Shannon Stratton: On Feminism, Faith Wilding and CAA

La Keisha Leek

Image Credit: Elsewhere

Image Credit: Elsewhere

I am always in constant thought on the interdisciplinary universe in which I am embedded. In addition to social practice, for me Chicago seems to be at the center of that place at the moment. Those closely connected to this are practicing artists-art administrators-educators-curators.

Before a short lunch break and attending the ARTspace session Services to Artists Committee Meta Mentors: The Deluge at 12:30pm today, I offer this interview with Shannon Stratton.

La Keisha Leek: Who is Shannon Stratton?

Shannon Stratton: The Executive Director (and founder) of Threewalls, a grass-roots arts organization for contemporary art founded in 2003.

LL: Tell me about your curatorial practice?

SS: It is probably accurate to say it is all over the place. I am interested in a lot of things, too much of the time, so I get to curate what comes together in time, with a venue, artists, funding etc. I don’t get to curate at Threewalls that often. The program is primarily curated by the arts community, through an advisory board made up of artists from emerging to established. I probably put a show together there once a year, sometimes not at all. I curate outside the gallery, but that can take a couple years to get an idea accepted by another organization, the funds raised and the project executed. But besides all that: I’m interested in curatorial constraints, I’m interested in space, I’m interested in finding ways of developing exhibitions with artists not around them. I was an artist once too, so curating keeps me involved in studio practice in a way that is very fulfilling because I get to be in so many studios, to develop projects with artists I love.

 LL: When did feminism enter the discourse for you and how has that continued to inform the ways in which you approach exhibition making and thinking about contemporary art?
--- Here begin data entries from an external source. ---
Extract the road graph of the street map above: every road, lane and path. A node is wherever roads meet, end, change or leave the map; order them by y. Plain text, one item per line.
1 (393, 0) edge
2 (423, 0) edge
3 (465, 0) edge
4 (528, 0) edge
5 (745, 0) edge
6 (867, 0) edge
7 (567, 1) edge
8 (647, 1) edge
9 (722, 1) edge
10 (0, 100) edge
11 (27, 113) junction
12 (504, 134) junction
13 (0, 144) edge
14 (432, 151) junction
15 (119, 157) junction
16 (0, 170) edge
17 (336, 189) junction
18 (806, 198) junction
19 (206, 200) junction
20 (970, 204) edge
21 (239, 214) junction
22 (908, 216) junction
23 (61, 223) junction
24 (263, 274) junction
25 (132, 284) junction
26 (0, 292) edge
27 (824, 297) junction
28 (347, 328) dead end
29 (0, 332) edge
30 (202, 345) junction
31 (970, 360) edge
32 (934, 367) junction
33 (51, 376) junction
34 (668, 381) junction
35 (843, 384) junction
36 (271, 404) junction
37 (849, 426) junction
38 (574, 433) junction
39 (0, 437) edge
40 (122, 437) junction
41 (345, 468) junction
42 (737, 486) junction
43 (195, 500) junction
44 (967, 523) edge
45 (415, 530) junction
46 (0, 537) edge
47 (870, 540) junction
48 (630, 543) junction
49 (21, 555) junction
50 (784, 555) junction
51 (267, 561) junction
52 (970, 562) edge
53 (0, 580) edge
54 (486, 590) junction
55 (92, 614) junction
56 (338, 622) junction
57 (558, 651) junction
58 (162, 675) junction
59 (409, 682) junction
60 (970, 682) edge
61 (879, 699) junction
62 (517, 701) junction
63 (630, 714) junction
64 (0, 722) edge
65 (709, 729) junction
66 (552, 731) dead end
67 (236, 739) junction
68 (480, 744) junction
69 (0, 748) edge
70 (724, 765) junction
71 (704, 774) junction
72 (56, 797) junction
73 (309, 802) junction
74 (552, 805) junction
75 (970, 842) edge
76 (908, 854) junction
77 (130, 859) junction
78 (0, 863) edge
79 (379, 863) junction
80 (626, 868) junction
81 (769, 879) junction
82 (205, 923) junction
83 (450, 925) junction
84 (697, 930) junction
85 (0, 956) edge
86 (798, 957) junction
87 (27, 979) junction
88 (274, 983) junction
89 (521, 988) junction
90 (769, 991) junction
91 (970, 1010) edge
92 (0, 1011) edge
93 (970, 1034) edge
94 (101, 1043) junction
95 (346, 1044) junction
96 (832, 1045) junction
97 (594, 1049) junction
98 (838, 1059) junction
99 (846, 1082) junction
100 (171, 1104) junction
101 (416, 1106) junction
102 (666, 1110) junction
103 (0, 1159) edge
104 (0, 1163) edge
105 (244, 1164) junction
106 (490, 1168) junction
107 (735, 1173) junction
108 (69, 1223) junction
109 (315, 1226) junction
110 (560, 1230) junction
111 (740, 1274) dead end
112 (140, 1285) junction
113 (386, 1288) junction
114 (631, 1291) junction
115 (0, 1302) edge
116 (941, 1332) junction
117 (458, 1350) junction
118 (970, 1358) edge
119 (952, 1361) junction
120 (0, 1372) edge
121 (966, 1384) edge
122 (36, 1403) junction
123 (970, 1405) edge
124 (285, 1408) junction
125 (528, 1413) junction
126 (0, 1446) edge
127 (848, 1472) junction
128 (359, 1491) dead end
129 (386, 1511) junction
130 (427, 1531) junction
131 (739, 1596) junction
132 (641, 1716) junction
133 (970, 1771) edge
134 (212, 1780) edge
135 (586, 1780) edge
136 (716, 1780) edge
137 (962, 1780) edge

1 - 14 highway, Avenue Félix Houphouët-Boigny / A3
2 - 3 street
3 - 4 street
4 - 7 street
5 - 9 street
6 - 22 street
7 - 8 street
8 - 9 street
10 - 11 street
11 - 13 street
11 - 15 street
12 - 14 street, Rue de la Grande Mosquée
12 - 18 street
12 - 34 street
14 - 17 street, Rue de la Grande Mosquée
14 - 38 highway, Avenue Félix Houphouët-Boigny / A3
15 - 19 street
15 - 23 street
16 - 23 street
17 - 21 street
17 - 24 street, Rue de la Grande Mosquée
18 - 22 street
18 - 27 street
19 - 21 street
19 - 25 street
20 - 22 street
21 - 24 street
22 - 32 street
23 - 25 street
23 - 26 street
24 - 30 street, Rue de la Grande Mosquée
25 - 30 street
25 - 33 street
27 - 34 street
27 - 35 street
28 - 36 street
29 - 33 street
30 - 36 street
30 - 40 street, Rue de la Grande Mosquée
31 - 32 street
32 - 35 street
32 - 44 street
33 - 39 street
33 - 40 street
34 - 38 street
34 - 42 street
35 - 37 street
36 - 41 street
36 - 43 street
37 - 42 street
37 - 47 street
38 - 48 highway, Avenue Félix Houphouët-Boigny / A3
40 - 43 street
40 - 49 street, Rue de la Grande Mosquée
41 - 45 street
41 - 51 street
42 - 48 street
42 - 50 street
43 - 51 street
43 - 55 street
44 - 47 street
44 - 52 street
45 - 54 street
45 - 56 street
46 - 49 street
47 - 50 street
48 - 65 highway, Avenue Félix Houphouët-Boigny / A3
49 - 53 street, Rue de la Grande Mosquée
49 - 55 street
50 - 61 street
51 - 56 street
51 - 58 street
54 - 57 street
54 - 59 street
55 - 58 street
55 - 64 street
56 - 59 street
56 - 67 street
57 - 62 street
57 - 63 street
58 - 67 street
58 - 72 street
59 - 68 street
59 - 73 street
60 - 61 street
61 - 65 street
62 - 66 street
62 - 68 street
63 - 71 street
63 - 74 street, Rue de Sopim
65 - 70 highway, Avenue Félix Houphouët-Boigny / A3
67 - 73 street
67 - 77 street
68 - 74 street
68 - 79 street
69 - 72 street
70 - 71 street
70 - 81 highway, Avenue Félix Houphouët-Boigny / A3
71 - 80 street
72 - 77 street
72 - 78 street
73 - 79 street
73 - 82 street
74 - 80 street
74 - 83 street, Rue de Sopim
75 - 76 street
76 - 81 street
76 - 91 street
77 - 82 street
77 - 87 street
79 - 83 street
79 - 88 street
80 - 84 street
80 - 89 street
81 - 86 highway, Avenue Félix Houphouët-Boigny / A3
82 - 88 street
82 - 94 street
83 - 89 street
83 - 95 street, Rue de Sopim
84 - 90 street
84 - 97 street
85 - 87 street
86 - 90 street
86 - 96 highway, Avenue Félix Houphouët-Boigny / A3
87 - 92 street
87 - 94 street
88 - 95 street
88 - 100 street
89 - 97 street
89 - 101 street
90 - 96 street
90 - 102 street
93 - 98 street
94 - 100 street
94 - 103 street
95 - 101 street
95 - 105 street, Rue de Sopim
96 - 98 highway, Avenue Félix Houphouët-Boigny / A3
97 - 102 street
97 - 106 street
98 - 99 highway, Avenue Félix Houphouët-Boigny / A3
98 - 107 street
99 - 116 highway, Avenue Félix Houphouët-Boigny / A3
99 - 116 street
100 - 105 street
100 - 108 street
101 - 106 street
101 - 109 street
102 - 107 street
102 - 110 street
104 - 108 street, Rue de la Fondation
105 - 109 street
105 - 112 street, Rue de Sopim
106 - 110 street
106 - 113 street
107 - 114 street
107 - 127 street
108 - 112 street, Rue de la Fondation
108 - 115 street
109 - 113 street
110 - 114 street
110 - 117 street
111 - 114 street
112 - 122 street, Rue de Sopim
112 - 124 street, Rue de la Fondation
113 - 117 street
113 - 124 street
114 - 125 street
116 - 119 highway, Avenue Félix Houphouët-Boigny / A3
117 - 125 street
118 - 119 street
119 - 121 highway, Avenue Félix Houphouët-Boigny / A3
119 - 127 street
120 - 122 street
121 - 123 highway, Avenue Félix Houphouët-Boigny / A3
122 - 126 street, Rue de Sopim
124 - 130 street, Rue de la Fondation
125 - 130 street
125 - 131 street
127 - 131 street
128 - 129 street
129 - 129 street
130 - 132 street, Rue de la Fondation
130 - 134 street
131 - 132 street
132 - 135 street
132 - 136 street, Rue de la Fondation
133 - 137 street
SS: I was a Fiber graduate student, as well as studying it in undergrad. That discipline tends to be heavily informed by feminism, so I think my mentors really provided that backbone from an early age, both overtly and unintentionally. I also identified as a feminist as a teen and never wavered from that, never felt shy about it, so I think that identification must run deep in all that I do. At the same time, I can’t point to any professional undertakings and say: this has a feminist agenda, even though if one looks at Threewalls exhibition history as notices the high percentage of female and feminist artists in our exhibition archive. It’s interesting to me that that is the case, and frankly says more about the continued discrepancies in the visual arts. I have an artist advisory board of all genders, races and ages, making most of these decisions, and they are looking for the strongest work, that needs exposure, that is the most important work to support and see now. Its interesting that the results are predominantly women, at all career stages, whose work is still under-represented yet undeniably strong. But as far as Faith goes, this was a decision I made that felt important and close to me. Faith Wilding is an artist that I think most young artists, especially young feminist artists learn about and read. When I learned of her Women’s Art Caucus award I was sort of floored to realize she had never had a retrospective of her work, at 70! So that’s how that started.

Faith Wilding, Fresno Feminist Art Program, 1971. credit: Isadora Duncan. Collaborative costume image, staging Nancy Youdelman Photography: Dori Atlantis

Faith Wilding, Fresno Feminist Art Program, 1971. Image credit: Isadora Duncan. Collaborative costume image, staging Nancy Youdelman Photography: Dori Atlantis

 LL: Faith Wilding’s first retrospective exhibition Faith Wilding: Fearful Symmetries Retrospective documenting the past forty years of her studio practice is currently up at Threewalls. How did this exhibition come to fruition at your space?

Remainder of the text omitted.